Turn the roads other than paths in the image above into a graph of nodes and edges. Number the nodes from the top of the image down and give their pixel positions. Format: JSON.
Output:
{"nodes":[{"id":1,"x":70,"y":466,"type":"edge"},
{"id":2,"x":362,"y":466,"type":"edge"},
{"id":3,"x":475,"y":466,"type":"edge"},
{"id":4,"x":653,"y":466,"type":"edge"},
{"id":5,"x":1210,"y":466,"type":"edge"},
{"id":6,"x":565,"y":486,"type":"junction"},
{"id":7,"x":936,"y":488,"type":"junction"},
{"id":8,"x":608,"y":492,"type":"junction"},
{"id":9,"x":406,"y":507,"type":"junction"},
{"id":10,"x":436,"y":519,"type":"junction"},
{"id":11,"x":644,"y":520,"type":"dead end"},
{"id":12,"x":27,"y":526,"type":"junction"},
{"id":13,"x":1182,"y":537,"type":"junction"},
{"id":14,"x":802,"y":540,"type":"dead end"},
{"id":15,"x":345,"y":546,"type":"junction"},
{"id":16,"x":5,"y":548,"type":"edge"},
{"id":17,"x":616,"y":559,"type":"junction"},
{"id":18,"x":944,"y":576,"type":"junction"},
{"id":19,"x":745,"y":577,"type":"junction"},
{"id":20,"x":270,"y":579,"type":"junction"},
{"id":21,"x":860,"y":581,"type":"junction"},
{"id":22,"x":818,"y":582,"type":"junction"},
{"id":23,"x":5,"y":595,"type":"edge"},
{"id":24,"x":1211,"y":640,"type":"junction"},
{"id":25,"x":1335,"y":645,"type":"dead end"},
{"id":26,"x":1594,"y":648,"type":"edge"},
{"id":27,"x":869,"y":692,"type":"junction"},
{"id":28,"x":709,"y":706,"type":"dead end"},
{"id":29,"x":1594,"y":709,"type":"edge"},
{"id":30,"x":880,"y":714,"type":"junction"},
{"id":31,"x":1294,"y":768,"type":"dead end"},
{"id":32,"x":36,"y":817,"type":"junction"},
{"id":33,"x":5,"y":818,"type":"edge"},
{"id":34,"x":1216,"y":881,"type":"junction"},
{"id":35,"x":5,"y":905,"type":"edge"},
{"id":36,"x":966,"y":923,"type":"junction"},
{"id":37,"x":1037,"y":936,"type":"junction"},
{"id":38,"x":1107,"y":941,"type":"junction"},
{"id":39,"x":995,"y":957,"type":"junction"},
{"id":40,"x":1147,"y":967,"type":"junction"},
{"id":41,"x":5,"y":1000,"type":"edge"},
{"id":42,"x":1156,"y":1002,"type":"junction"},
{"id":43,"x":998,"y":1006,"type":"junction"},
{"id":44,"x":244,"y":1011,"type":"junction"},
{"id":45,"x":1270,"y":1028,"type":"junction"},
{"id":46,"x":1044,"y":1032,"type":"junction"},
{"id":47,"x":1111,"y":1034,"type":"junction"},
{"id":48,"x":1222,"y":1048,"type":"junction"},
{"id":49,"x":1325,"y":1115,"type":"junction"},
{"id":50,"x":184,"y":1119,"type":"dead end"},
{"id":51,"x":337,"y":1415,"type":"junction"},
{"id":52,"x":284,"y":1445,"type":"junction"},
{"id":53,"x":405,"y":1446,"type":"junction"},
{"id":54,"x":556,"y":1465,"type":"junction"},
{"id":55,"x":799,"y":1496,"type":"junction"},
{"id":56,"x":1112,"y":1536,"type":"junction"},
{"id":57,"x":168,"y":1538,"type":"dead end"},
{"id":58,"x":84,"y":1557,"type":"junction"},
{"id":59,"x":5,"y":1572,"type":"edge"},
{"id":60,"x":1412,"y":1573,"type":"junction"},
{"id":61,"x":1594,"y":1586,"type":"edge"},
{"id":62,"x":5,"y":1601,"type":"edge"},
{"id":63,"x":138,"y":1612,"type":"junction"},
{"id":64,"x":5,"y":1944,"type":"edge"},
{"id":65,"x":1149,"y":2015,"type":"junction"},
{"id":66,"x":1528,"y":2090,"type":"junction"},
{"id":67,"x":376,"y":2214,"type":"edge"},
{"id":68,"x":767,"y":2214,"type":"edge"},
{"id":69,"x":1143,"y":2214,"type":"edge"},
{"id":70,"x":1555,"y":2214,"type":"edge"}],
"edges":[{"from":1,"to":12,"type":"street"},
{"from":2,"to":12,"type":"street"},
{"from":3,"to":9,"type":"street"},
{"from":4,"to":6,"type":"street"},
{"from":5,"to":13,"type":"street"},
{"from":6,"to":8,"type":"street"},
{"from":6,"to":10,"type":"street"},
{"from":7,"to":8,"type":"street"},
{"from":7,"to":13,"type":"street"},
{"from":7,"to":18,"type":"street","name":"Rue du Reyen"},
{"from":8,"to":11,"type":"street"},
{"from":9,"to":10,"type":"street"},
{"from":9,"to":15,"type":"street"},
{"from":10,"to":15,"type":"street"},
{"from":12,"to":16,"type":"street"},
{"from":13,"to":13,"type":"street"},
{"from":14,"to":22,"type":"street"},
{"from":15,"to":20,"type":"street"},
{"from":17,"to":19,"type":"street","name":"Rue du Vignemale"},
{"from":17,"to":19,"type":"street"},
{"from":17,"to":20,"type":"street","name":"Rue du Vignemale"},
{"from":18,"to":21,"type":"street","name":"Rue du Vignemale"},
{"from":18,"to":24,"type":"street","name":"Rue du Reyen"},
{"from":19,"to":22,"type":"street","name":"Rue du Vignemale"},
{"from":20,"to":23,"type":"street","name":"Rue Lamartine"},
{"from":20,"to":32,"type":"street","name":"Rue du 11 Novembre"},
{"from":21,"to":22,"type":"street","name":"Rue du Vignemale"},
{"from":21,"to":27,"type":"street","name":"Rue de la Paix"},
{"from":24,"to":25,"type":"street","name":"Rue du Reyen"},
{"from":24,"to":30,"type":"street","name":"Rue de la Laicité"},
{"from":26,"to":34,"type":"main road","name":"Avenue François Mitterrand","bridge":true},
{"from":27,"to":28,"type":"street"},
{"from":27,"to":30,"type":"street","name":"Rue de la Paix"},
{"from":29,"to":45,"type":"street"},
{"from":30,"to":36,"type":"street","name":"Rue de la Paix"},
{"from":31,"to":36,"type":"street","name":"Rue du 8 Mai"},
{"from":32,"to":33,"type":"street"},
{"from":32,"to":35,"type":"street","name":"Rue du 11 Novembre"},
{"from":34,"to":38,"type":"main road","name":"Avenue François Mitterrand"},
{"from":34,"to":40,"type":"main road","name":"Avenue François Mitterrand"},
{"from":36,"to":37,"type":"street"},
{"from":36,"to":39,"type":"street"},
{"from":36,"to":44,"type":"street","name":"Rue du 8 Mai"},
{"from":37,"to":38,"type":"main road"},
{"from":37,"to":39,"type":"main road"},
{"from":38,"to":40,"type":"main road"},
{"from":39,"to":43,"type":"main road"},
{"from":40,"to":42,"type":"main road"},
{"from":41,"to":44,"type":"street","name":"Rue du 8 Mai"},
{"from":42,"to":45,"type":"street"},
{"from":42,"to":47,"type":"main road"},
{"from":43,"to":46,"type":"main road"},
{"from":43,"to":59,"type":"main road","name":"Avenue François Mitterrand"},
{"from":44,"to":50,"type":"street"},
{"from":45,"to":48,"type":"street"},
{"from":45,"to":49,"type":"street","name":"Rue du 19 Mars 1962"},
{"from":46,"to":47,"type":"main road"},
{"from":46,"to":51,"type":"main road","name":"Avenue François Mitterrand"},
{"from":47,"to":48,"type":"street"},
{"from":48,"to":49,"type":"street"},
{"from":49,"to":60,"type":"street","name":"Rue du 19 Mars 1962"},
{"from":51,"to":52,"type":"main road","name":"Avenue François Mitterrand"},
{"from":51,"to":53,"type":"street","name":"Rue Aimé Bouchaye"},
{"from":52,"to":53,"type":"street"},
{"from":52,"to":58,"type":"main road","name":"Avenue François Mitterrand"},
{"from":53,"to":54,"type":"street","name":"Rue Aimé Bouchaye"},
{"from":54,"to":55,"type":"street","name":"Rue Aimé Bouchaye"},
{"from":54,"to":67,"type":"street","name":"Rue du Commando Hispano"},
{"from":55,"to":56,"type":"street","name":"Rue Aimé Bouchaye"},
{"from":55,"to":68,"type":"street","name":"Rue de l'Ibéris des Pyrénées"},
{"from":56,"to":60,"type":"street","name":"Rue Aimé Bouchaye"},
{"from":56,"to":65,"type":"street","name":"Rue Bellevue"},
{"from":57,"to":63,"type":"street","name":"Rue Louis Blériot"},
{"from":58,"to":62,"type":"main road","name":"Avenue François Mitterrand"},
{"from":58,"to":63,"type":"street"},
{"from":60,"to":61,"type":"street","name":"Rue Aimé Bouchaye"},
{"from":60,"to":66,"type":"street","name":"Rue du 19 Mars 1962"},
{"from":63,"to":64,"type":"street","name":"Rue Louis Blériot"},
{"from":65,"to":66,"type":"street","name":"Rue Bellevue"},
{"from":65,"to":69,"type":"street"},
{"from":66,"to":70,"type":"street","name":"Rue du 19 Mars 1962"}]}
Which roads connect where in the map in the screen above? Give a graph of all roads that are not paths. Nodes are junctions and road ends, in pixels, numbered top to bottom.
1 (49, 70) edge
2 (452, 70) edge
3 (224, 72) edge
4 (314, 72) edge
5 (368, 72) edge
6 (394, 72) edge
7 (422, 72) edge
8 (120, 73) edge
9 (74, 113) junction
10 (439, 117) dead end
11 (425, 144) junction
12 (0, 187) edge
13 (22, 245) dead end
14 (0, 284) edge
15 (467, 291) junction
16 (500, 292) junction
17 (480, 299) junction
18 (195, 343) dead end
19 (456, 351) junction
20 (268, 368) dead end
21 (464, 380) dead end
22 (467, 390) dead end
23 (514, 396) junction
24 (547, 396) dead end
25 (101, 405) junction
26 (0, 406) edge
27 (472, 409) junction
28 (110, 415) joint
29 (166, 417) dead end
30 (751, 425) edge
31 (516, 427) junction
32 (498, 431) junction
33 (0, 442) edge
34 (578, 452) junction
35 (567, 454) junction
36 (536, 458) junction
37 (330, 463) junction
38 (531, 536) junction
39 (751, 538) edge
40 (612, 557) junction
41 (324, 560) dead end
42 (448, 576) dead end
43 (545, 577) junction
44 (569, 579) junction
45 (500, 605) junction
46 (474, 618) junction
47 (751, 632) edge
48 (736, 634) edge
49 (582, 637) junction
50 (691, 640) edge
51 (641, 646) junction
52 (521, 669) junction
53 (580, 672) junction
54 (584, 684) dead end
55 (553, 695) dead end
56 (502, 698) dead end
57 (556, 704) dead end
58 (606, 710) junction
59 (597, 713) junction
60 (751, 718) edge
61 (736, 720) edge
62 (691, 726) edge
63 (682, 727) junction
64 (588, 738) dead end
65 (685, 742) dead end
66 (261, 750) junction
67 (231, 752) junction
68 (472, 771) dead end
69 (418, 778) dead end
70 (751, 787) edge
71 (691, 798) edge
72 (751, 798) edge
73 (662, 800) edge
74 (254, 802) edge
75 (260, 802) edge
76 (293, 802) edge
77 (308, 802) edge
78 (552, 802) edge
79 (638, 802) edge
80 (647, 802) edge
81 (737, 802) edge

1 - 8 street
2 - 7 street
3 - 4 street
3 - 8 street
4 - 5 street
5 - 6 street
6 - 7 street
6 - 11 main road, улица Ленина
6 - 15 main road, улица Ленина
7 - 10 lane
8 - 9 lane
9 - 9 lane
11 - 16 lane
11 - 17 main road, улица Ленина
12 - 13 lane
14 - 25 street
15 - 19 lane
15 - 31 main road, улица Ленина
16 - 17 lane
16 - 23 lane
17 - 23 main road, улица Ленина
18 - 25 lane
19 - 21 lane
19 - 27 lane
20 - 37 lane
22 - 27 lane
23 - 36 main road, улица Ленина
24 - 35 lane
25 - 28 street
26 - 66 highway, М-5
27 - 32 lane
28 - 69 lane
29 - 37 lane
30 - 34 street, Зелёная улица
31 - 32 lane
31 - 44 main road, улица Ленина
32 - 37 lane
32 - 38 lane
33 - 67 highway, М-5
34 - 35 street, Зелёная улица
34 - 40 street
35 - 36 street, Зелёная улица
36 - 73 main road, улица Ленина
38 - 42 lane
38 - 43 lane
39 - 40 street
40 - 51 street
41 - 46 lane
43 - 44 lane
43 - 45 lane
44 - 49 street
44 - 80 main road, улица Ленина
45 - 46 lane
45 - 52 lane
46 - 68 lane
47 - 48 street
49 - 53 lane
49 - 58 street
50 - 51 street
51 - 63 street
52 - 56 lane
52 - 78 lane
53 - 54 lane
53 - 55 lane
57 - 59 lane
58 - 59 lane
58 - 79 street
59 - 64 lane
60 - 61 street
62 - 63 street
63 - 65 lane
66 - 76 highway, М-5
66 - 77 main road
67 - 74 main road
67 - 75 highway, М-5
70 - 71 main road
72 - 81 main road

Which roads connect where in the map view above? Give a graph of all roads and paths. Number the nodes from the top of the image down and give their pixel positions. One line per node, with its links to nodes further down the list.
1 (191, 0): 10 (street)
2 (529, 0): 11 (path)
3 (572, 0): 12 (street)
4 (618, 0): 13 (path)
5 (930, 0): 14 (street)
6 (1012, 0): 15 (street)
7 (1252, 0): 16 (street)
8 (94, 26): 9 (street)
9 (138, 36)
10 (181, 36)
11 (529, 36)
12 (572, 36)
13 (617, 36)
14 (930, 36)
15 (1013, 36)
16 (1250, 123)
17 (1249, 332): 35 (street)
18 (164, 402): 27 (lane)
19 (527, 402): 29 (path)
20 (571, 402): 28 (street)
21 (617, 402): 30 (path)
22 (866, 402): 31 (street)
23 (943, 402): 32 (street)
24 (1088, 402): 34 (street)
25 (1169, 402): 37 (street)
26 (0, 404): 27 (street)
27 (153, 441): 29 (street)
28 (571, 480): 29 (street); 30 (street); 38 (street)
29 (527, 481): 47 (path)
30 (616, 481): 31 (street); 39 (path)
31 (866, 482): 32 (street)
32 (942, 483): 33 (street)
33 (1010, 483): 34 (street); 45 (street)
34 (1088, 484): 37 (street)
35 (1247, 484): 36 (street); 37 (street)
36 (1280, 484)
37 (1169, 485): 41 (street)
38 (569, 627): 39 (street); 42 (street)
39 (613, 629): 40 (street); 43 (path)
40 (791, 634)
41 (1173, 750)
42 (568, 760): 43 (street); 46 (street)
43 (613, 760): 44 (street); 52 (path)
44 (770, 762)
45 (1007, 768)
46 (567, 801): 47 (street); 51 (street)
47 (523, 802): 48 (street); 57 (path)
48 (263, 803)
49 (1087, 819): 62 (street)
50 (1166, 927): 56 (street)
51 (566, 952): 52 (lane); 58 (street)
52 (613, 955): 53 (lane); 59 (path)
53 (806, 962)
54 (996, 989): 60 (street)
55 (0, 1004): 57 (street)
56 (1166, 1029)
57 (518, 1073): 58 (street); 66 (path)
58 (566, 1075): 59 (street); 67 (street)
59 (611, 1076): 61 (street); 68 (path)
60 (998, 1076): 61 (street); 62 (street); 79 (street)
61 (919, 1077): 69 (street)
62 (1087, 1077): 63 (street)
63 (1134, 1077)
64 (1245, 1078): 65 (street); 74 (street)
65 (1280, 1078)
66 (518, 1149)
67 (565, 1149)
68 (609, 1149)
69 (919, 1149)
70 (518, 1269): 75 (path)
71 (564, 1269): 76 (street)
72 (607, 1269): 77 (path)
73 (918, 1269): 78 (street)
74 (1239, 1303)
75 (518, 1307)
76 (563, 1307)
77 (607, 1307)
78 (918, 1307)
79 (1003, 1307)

## THE PROBLEM
Find the lines above that hold "positions", then copy each of them.

## ANSWER SPACE
Turn the roads other than paths in the image above into a graph of nodes and edges. Number the nodes from the top of the image down and give their pixel positions. Format: JSON.
Which roads connect where in the map view above? Give a graph of all roads and paths. Number the nodes from the top of the image down and give their pixel positions. One line per node, with its links to nodes further down the list.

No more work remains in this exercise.